Task goal =>
When the word "Congress" shows up in a line of the records below, copy that line.

___ Listed records

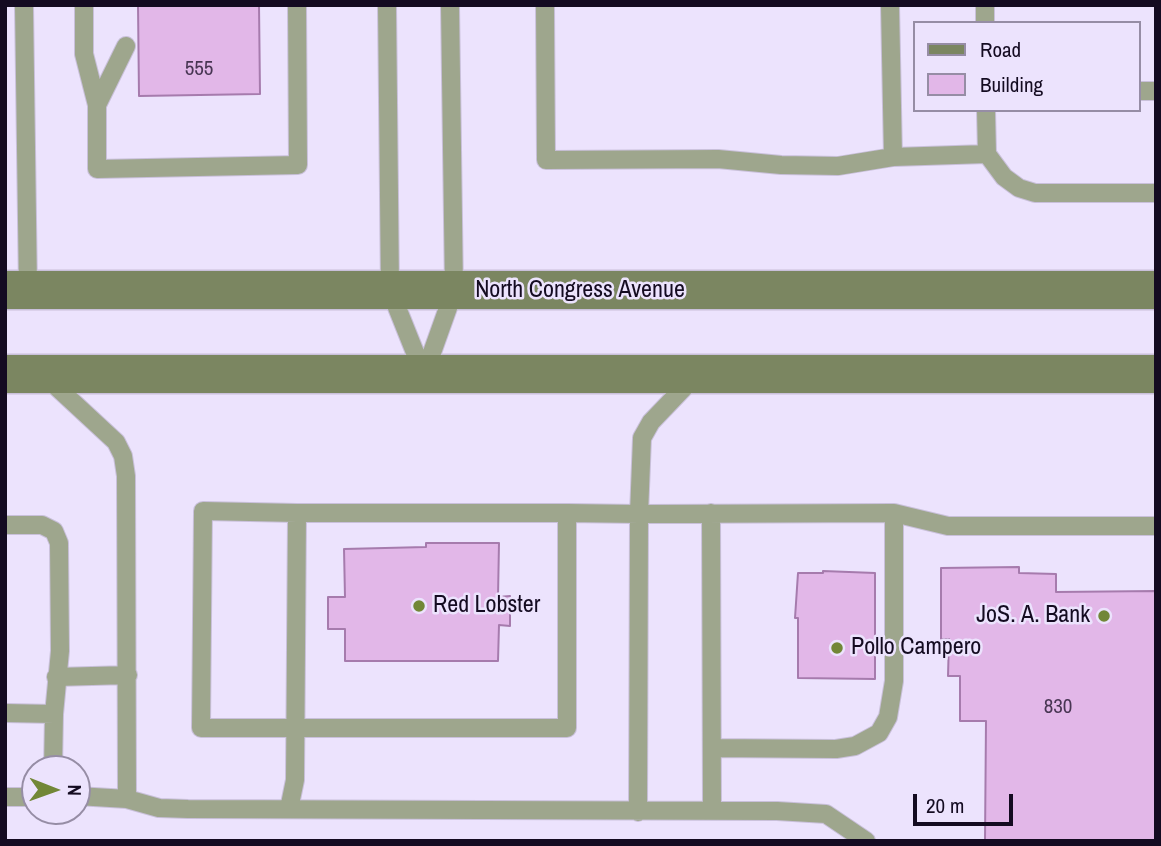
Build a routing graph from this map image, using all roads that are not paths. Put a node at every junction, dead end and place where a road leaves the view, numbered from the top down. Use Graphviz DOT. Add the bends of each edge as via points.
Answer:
graph roads {
  1 [pos="24,5"];
  2 [pos="84,5"];
  3 [pos="297,5"];
  4 [pos="387,5"];
  5 [pos="450,5"];
  6 [pos="545,5"];
  7 [pos="890,5"];
  8 [pos="118,50"];
  9 [pos="97,105"];
  10 [pos="986,112"];
  11 [pos="987,154"];
  12 [pos="893,157"];
  13 [pos="1156,193"];
  14 [pos="17,290"];
  15 [pos="390,290"];
  16 [pos="454,290"];
  17 [pos="1156,290"];
  18 [pos="5,374"];
  19 [pos="43,374"];
  20 [pos="1156,374"];
  21 [pos="424,375"];
  22 [pos="696,375"];
  23 [pos="296,513"];
  24 [pos="567,513"];
  25 [pos="711,513"];
  26 [pos="894,513"];
  27 [pos="639,514"];
  28 [pos="5,525"];
  29 [pos="1156,526"];
  30 [pos="128,675"];
  31 [pos="56,677"];
  32 [pos="5,713"];
  33 [pos="54,715"];
  34 [pos="296,729"];
  35 [pos="712,748"];
  36 [pos="53,755"];
  37 [pos="91,797"];
  38 [pos="127,799"];
  39 [pos="289,809"];
  40 [pos="712,810"];
  41 [pos="638,812"];
  42 [pos="866,841"];
  1 -- 14 [label="lane"];
  2 -- 9 [label="lane" via="84,54"];
  3 -- 9 [label="lane" via="298,165 97,169"];
  4 -- 15 [label="lane"];
  5 -- 16 [label="lane"];
  6 -- 12 [label="lane" via="545,160 718,159 838,166"];
  7 -- 12 [label="lane"];
  8 -- 9 [label="lane"];
  10 -- 11 [label="lane"];
  11 -- 12 [label="lane"];
  11 -- 13 [label="lane" via="1004,177 1035,193"];
  14 -- 15 [label="main road, North Congress Avenue"];
  15 -- 16 [label="main road, North Congress Avenue"];
  15 -- 21 [label="lane"];
  16 -- 17 [label="main road, North Congress Avenue"];
  16 -- 21 [label="lane"];
  18 -- 19 [label="main road"];
  19 -- 21 [label="main road"];
  19 -- 30 [label="lane" via="116,442 123,456"];
  20 -- 22 [label="main road"];
  21 -- 22 [label="main road"];
  22 -- 27 [label="lane" via="651,422 642,438"];
  23 -- 24 [label="lane"];
  23 -- 34 [label="lane"];
  23 -- 34 [label="lane" via="203,511 201,728"];
  24 -- 27 [label="lane"];
  24 -- 34 [label="lane" via="566,728"];
  25 -- 26 [label="lane"];
  25 -- 27 [label="lane"];
  25 -- 35 [label="lane"];
  26 -- 29 [label="lane" via="948,526"];
  26 -- 35 [label="lane" via="894,681 888,717 879,733 855,746 836,749"];
  27 -- 41 [label="lane"];
  28 -- 31 [label="lane" via="42,525 54,531 59,543"];
  30 -- 31 [label="lane"];
  30 -- 38 [label="lane"];
  31 -- 33 [label="lane"];
  32 -- 33 [label="lane"];
  33 -- 36 [label="lane"];
  34 -- 39 [label="lane"];
  35 -- 40 [label="lane"];
  37 -- 38 [label="lane"];
  38 -- 39 [label="lane" via="159,808"];
  39 -- 41 [label="lane"];
  40 -- 41 [label="lane"];
  40 -- 42 [label="lane" via="826,814"];
}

______

Response box =>
  14 -- 15 [label="main road, North Congress Avenue"];
  15 -- 16 [label="main road, North Congress Avenue"];
  16 -- 17 [label="main road, North Congress Avenue"];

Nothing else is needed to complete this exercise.